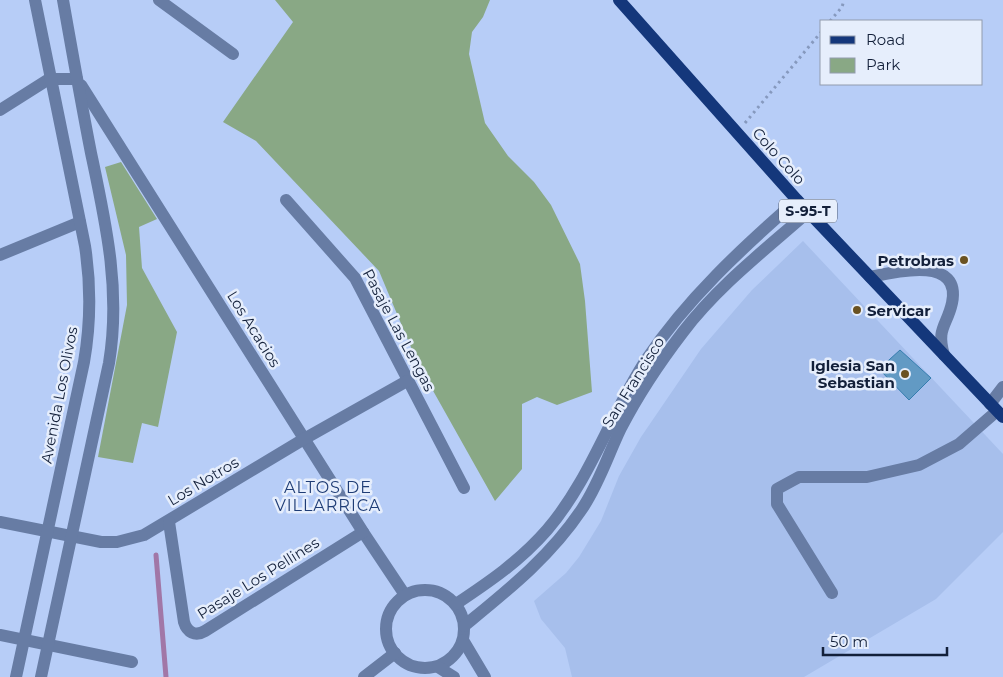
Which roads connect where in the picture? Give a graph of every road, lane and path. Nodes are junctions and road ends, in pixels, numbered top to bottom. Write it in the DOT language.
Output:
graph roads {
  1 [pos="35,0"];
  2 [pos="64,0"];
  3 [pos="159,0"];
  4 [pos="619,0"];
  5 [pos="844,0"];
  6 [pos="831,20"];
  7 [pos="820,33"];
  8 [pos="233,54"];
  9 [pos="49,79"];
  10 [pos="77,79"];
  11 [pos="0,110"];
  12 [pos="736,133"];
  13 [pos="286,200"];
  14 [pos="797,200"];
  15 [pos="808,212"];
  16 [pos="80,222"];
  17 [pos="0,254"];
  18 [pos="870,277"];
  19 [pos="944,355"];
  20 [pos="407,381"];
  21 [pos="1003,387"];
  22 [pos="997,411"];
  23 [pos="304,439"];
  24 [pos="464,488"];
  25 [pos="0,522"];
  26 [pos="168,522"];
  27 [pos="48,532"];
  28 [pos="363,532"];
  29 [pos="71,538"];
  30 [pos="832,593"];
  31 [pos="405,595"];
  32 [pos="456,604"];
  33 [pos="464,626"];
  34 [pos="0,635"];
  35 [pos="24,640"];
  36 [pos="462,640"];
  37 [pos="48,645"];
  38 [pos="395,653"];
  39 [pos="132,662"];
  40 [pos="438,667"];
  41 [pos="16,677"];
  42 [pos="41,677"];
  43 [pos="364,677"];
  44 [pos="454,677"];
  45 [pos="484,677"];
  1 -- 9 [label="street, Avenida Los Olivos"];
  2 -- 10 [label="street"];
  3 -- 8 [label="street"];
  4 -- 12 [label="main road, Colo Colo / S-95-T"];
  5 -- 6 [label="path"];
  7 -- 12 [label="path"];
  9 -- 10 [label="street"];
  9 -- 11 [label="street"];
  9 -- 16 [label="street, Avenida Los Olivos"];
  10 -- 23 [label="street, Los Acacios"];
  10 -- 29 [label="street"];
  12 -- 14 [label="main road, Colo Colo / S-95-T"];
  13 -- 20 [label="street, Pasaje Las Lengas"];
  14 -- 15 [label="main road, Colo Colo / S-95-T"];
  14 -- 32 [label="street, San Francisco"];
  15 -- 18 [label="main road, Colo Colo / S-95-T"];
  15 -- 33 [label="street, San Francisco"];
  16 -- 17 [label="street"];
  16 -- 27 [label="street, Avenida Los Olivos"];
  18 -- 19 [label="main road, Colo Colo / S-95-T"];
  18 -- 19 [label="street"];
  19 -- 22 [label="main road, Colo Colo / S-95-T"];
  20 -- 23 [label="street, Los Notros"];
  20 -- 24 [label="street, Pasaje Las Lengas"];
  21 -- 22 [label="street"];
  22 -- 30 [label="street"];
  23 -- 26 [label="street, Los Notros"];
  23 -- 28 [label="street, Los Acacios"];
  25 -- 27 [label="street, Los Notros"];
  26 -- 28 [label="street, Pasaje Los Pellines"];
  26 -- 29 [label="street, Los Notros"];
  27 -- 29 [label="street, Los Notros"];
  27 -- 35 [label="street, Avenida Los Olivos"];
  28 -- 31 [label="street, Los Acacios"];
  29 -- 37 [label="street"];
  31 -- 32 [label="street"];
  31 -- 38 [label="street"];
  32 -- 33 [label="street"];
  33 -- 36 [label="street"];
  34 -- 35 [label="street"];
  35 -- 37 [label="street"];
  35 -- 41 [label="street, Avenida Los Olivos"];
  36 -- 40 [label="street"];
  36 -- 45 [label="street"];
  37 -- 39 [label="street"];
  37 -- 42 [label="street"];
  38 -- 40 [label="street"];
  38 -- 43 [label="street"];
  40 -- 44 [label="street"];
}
==
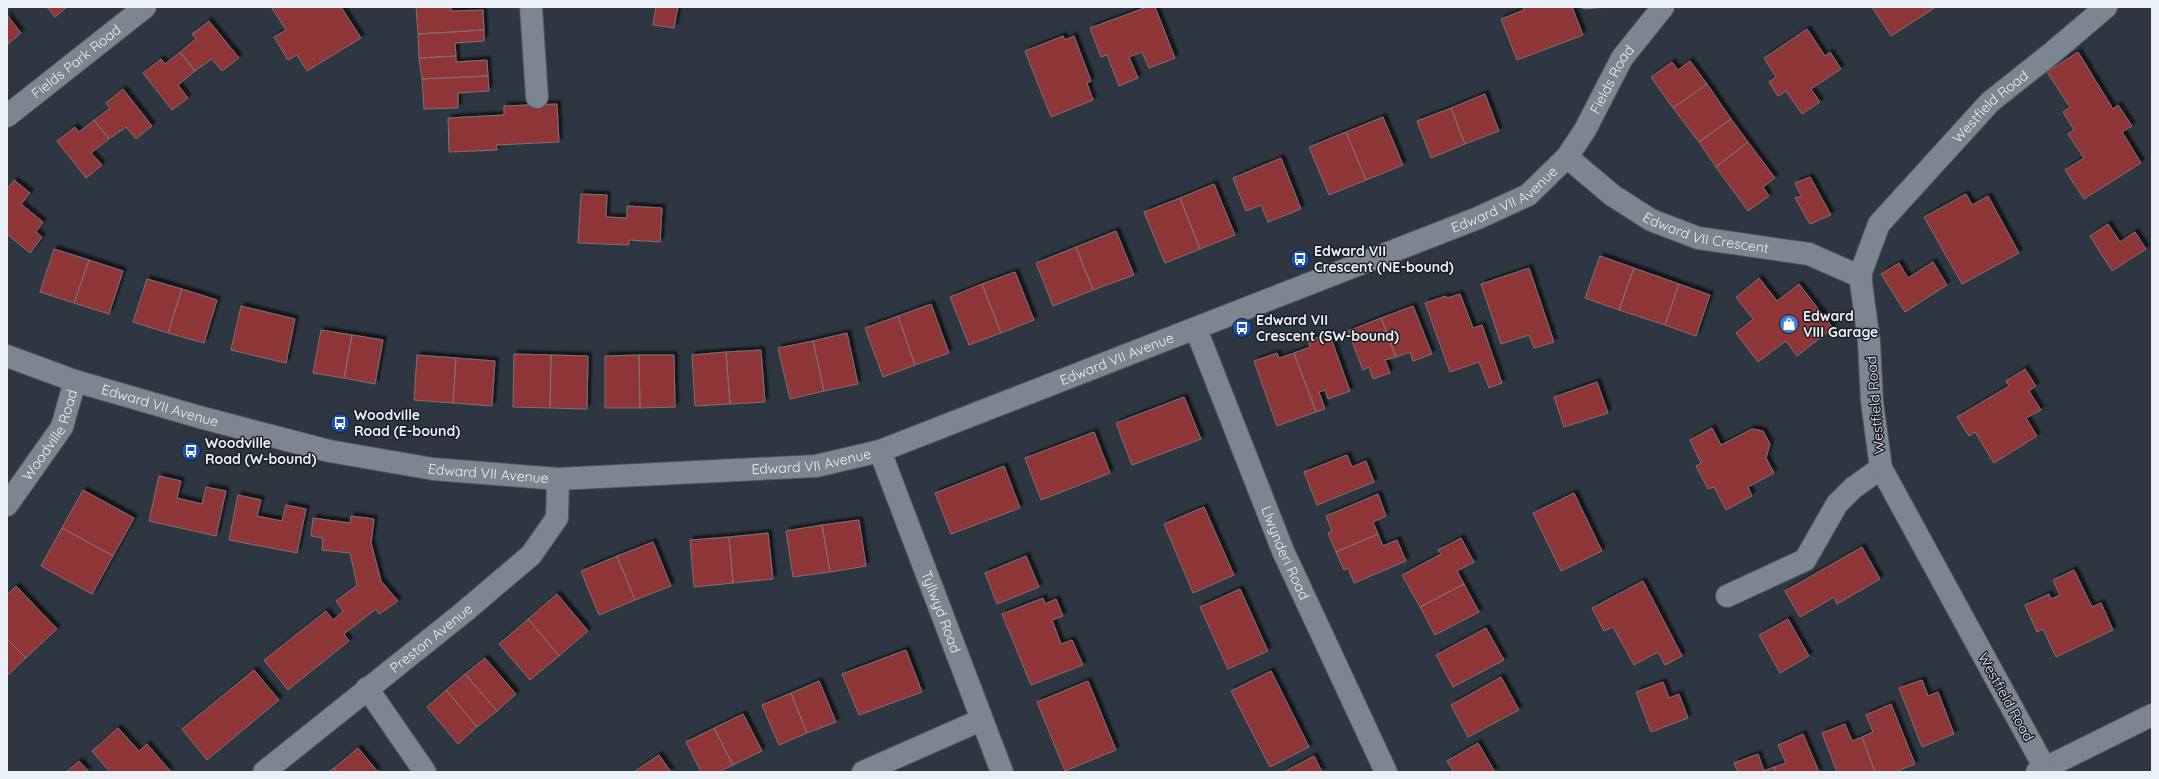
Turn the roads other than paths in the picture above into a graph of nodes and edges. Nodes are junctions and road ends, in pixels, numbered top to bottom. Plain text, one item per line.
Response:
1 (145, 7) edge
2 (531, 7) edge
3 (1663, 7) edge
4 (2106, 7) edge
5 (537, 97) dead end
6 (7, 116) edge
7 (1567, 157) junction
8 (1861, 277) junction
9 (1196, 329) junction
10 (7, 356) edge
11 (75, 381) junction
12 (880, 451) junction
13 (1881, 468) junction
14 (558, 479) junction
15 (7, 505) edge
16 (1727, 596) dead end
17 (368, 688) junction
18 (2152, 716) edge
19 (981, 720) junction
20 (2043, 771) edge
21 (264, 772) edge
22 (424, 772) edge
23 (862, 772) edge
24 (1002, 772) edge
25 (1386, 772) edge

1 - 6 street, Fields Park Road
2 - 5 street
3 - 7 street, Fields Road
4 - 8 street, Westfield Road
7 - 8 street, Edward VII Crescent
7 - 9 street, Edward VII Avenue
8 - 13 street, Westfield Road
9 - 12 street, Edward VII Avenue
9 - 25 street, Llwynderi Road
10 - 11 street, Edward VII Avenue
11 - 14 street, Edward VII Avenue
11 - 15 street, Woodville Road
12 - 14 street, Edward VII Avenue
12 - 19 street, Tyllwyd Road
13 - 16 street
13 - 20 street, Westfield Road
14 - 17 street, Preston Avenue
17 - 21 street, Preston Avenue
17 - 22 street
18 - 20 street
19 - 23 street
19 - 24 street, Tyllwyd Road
...
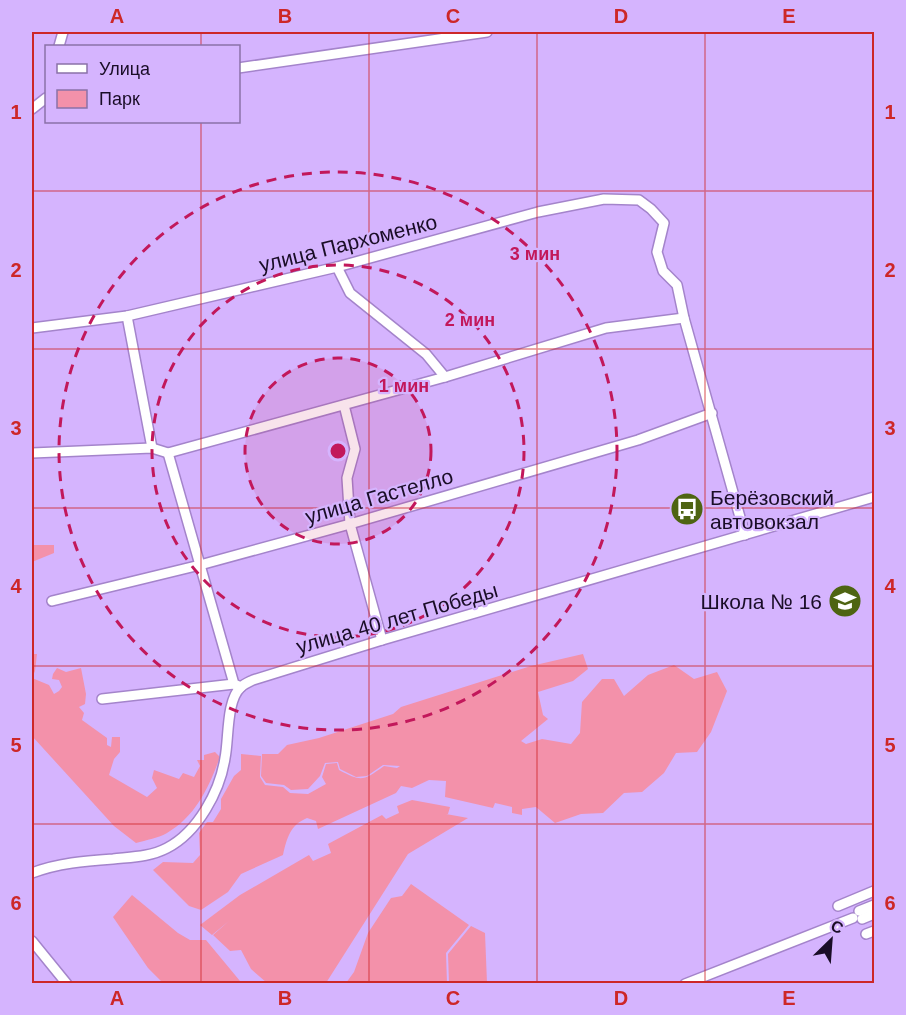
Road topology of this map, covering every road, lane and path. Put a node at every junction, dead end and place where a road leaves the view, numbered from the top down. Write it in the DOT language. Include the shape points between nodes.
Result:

Assignment: Could you copy each line from the listing that has the word "pixels" in it?

Output below:
Which roads connect where in the picture? Give a graph of every road, lane and path. Nodes are junctions and road ends, in pixels, numbered top to bottom. Write it in the DOT language.
Turn the roads other than paths in the picture above into a graph of nodes and edges. Nodes are junctions and road ends, in pixels, numbered top to bottom. Plain text, one item per line.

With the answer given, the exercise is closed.